Beginning in February, Evolution began a complete overhaul of the approach toward exploration.
To build on Red Lake’s history of high-grade discoveries, Evolution is consolidating all their inherited geological data for the 460-square-kilometre property.
The goal is amalgamate the 130 individual block models into a more simplified model using Evolution’s methodology. The geology and exploration teams are being combined under one manager.
This will set things up for 2021 when plans will be in place to rapidly scale up drilling.
Next year’s exploration drilling budget is estimated to be $20 million to $25 million (Australian dollars).
Up to eight underground drill rigs will be utilized with a stated objective of finding high-grade gold across their entire land holdings.
Currently, there are four rigs operating underground doing definition and grade control drilling. Results should be out in the March 2020 quarterly report.
Evolution also expects to accelerate mine development to more than 1,000 metres per month by next December, up from an average of 668 metres from last December.
The company said their executive team has spent considerable time in Red Lake to start planning their “turnaround strategy.”
Among the key takeaways from their tour was a “high level of confidence” that there was more gold to be discovered, a belief that there are places to cut costs, and “very positive engagement” with workers who know that change is necessary for the operation’s long-term future.

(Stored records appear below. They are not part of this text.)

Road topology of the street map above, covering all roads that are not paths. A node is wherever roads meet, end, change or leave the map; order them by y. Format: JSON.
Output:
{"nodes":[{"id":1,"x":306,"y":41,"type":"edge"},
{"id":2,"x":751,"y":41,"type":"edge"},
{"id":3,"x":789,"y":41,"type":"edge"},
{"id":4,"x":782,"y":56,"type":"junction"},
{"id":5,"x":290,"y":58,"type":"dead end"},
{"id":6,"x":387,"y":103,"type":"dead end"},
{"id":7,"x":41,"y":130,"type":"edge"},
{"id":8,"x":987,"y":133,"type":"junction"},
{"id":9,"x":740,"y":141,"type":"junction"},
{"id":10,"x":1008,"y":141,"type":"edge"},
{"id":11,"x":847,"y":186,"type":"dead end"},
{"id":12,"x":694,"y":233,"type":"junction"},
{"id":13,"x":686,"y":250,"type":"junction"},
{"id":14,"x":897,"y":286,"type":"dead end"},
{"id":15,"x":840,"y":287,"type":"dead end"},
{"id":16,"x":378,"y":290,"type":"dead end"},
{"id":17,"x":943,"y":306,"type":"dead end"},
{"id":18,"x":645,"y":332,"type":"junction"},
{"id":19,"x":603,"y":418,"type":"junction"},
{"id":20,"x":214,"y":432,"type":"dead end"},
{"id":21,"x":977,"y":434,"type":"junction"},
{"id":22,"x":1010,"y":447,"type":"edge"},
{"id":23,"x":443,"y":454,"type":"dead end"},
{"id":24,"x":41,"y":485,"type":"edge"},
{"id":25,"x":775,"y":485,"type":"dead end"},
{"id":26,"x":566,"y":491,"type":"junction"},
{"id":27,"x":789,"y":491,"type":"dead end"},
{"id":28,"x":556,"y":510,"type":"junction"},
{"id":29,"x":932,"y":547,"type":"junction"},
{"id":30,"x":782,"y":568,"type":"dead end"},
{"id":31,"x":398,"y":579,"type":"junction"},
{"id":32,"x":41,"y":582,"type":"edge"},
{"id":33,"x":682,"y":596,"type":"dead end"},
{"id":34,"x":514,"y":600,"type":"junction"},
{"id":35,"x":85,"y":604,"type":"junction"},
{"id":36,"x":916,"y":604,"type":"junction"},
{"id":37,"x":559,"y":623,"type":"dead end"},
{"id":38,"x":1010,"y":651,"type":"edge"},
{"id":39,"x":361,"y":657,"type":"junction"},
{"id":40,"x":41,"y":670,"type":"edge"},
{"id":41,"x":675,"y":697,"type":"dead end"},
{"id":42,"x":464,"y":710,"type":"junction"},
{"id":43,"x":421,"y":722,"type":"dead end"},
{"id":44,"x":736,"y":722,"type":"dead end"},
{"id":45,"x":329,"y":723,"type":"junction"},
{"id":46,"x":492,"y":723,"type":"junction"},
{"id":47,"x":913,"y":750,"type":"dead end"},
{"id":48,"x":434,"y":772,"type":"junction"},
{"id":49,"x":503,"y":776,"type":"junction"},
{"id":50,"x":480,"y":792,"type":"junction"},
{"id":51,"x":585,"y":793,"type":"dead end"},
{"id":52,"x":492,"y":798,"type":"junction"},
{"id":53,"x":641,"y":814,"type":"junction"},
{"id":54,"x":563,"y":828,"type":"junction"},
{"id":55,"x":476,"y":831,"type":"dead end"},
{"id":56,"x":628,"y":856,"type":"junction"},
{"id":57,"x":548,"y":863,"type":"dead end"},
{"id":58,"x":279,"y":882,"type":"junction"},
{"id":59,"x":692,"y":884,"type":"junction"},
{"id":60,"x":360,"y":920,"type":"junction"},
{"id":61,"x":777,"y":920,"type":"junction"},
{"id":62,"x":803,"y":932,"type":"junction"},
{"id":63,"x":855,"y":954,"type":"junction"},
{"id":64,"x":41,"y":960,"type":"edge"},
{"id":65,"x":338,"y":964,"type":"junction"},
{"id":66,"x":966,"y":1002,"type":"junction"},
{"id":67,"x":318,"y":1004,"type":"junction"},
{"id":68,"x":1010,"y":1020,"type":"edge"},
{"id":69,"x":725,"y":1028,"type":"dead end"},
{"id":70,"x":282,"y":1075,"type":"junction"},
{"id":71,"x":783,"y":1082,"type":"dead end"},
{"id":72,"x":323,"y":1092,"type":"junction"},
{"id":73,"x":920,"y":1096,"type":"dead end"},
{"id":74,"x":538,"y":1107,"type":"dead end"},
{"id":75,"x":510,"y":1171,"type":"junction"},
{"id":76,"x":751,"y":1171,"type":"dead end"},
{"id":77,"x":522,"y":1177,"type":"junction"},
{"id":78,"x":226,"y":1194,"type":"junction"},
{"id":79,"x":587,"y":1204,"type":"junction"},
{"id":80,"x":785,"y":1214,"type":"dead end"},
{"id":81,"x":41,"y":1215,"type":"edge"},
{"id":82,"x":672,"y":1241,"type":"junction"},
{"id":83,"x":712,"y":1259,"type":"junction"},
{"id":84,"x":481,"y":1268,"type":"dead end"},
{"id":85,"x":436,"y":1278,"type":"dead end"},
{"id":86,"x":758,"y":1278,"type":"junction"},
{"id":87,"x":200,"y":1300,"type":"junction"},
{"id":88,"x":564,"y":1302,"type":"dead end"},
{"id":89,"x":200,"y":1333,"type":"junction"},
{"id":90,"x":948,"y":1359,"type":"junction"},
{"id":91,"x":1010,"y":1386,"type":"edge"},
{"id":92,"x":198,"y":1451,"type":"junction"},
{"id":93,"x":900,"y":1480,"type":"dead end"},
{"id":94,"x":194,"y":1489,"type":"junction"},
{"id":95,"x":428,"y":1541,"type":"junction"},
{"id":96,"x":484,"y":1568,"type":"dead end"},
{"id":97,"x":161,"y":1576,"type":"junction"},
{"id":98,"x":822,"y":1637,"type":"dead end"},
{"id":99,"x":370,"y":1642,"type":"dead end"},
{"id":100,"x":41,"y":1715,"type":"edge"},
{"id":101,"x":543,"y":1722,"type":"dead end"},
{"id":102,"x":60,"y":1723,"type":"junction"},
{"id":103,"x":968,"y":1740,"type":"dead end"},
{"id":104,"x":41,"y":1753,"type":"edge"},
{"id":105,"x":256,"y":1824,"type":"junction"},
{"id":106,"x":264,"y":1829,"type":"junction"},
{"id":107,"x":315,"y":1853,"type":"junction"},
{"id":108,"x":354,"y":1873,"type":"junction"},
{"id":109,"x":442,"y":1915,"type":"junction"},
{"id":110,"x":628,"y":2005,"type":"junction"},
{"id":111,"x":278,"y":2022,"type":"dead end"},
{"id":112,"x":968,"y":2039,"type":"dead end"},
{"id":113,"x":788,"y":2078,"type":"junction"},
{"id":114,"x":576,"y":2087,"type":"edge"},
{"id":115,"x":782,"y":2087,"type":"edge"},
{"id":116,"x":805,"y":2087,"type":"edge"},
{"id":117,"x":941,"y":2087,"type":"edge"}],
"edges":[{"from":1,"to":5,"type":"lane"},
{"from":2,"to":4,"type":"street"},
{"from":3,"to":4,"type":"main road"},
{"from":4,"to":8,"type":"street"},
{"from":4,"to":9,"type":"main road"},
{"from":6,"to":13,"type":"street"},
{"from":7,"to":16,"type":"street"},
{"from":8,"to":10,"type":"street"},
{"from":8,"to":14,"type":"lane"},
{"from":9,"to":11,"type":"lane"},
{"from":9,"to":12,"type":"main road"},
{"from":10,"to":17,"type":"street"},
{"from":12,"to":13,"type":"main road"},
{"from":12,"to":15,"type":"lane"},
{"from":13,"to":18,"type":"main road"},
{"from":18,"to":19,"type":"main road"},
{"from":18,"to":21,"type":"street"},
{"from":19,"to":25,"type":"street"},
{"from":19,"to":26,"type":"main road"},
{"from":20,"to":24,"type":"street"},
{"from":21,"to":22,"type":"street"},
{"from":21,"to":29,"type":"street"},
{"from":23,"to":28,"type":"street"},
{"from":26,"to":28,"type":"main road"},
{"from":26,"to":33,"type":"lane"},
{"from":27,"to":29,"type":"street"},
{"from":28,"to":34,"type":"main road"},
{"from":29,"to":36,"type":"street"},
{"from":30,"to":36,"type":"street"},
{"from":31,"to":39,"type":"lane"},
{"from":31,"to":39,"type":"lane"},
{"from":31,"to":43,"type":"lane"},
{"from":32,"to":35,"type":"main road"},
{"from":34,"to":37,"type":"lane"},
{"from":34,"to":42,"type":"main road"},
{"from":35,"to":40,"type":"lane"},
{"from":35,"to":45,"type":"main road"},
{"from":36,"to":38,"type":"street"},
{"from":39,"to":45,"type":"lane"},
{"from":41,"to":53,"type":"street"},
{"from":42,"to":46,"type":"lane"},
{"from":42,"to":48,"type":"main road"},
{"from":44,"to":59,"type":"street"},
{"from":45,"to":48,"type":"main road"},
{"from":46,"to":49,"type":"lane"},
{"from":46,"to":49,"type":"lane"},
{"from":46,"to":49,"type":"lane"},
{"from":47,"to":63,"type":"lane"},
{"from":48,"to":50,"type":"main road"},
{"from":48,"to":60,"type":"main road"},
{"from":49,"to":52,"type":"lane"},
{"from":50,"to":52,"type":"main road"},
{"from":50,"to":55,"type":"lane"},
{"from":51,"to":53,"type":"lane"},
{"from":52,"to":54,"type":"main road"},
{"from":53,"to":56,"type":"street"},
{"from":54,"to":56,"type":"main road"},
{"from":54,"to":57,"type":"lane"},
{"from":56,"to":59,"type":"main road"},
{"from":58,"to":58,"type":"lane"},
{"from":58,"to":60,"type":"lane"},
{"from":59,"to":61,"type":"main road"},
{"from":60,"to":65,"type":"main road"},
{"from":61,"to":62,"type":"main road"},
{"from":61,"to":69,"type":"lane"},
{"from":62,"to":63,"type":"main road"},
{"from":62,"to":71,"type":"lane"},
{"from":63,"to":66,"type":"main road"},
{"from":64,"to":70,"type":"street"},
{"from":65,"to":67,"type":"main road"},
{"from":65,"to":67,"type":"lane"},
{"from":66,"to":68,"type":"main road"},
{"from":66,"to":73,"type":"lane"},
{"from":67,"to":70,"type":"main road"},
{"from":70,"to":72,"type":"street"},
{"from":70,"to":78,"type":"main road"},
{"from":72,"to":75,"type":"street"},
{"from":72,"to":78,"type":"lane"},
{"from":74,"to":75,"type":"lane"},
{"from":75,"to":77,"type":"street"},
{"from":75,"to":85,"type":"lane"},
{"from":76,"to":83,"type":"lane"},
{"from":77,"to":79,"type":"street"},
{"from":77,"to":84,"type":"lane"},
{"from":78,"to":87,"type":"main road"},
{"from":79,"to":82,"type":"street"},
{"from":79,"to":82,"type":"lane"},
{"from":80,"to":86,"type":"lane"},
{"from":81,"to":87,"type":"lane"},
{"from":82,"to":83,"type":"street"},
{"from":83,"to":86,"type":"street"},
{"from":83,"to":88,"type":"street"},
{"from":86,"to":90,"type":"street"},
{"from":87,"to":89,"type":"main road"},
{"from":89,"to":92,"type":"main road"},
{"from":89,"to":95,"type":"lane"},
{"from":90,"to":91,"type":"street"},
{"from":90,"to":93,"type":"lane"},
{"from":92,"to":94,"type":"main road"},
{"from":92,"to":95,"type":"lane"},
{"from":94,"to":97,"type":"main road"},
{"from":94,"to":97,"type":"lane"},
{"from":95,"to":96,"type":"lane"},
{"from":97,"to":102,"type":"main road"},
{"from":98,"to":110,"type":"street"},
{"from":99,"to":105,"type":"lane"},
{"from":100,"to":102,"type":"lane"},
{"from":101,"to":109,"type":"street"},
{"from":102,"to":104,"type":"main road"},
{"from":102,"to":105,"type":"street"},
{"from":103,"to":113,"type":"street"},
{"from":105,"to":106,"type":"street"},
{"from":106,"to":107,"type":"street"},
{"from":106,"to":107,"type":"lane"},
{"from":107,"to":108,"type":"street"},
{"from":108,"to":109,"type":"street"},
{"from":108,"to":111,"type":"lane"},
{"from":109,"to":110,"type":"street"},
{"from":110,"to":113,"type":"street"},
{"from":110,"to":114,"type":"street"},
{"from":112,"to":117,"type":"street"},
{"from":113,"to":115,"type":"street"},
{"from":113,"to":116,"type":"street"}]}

In a statement, Evolution’s executive chair Jake Klein said in starting their search to acquire a Canadian operation in 2017, Red Lake was identified as having the most upside.
“The driver for our interest was both the outstanding potential for the discovery of new, high grade mineralization and clear turnaround opportunity to restore it to being a safe, efficient, long life, low cost operation."
The company reports there have not been any positive tests of COVID-19 among its employees or contractors on site.
All fly-in/fly-out traffic has ceased but only 10 per cent of the Red Lake workforce has been unable to work due to travel restrictions. That doesn’t seem to have impacted production or mine development work, Evolution said.